Early developmental environment and gene interaction predict the phenotype of metabolic obesity with normal weight in childhood: the BCAMS study.
Background: Obesity is an independent risk factor for many metabolic disorders such as type 2 diabetes, hypertension and dyslipidemia. However, despite normal weight, a considerable proportion of people still have obesity-related metabolic abnormalities, that is, normal weight metabolic obesity (MONW). There is a lack of research on this metabolic phenotype, especially in children and adolescents. The purpose of this study is to explore the early developmental environment and genetic susceptibility factors related to the occurrence and development of MONW phenotype in a large cohort of children and adolescents.

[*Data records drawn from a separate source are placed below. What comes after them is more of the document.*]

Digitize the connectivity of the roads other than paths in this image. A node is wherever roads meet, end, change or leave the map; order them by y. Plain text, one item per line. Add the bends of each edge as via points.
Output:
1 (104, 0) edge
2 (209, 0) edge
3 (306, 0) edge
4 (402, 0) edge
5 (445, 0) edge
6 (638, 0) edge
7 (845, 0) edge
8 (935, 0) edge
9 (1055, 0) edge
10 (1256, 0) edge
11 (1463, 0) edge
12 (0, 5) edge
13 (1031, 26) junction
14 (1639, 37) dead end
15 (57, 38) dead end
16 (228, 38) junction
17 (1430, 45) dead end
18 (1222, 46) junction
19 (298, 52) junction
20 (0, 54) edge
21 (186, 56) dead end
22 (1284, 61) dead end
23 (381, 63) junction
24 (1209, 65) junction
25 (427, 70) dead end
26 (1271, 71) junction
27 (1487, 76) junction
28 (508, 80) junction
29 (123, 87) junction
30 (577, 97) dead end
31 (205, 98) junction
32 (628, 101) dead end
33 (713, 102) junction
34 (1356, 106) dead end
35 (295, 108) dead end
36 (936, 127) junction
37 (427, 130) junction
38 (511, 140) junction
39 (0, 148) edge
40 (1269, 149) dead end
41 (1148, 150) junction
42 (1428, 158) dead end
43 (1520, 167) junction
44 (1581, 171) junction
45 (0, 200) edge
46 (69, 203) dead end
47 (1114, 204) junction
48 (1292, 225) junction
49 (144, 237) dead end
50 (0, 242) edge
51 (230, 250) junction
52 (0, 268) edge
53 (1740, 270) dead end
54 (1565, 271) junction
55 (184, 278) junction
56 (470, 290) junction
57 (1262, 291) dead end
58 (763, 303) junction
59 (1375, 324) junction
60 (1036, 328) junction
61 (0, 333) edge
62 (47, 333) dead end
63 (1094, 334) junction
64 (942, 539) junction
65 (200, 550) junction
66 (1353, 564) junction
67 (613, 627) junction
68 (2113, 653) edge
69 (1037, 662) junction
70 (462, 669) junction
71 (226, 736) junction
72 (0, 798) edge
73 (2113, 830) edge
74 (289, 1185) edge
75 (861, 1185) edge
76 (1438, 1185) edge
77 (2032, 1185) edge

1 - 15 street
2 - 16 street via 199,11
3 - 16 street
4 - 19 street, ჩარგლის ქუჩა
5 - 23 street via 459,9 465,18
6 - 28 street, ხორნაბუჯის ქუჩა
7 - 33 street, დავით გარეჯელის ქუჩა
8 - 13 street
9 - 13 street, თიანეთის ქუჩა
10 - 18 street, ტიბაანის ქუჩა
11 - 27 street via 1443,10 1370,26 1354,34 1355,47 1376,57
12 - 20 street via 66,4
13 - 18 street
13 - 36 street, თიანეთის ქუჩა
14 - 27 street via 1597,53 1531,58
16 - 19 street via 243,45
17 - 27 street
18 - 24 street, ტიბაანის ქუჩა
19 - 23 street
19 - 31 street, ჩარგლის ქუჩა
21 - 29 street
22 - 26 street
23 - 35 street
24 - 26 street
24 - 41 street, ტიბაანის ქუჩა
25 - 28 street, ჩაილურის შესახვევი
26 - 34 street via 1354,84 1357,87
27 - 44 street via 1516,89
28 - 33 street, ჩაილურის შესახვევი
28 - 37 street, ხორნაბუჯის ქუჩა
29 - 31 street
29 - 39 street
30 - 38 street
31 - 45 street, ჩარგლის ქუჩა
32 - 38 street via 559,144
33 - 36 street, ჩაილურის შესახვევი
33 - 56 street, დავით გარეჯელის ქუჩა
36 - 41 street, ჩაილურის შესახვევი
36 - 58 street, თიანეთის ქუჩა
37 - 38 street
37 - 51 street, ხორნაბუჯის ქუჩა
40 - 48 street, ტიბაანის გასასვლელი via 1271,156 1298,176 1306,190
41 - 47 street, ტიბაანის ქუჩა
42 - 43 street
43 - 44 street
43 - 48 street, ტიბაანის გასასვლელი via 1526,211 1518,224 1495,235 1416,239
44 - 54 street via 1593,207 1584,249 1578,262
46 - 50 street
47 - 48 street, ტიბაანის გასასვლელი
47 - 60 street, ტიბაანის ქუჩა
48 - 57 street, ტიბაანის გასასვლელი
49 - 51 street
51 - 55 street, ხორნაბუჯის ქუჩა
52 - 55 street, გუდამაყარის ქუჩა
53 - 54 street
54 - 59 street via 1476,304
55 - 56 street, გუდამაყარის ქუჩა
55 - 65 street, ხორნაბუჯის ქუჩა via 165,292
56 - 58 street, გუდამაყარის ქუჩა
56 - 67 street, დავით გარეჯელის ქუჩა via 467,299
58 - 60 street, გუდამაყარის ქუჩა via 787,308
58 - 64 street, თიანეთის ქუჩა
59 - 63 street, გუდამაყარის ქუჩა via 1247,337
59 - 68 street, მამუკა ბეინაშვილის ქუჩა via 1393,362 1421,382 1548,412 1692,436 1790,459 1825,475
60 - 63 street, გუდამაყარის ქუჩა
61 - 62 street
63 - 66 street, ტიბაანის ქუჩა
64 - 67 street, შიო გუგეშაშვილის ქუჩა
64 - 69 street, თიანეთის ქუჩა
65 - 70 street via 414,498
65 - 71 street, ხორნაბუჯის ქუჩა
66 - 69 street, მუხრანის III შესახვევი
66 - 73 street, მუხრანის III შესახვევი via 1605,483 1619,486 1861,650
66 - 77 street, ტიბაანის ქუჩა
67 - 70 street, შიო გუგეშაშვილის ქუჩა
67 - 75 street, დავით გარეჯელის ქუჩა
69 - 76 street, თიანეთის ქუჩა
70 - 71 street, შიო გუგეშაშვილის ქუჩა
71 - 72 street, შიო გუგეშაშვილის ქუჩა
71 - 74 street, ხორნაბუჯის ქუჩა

Methods: This study was included in the Beijing Children and Adolescent Metabolic Syndrome Cohort Study (BCAMS) 1484 normal-weight children aged 6~ 18 years, of whom 588 had metabolic abnormalities. Evaluate and record the birth weight, childhood lifestyle and social and environmental factors of each subject. Complete the typing detection of body mass index and genes related to glucose metabolism in 20 GWAS studies of East Asian population. Metabolic obesity is defined as any component with insulin resistance index greater than or equal to 3.0 or with/without metabolic syndrome.
Results: Low birth weight, increased body mass index, decreased daily exercise time, low education level of mother and low family income were independent risk factors for MONW (P; 0. 1)。 In addition, the correlation between higher birth weight and CDKAL 1- MONW can be further amplified by the overall environmental model of childhood (comprehensive effect of active exercise, higher education level of mothers and family income) (Pinteraction=0.0 17).
Conclusion: Early developmental environment (especially intrauterine developmental environment), genetic susceptibility and their interaction are related to the MONW phenotype in childhood. Our research provides a new understanding of the occurrence and development mechanism of MONW, and also provides a basis for long-term prevention and treatment strategies from intrauterine to children. This prevention and control strategy is especially suitable for people with specific genetic susceptibility.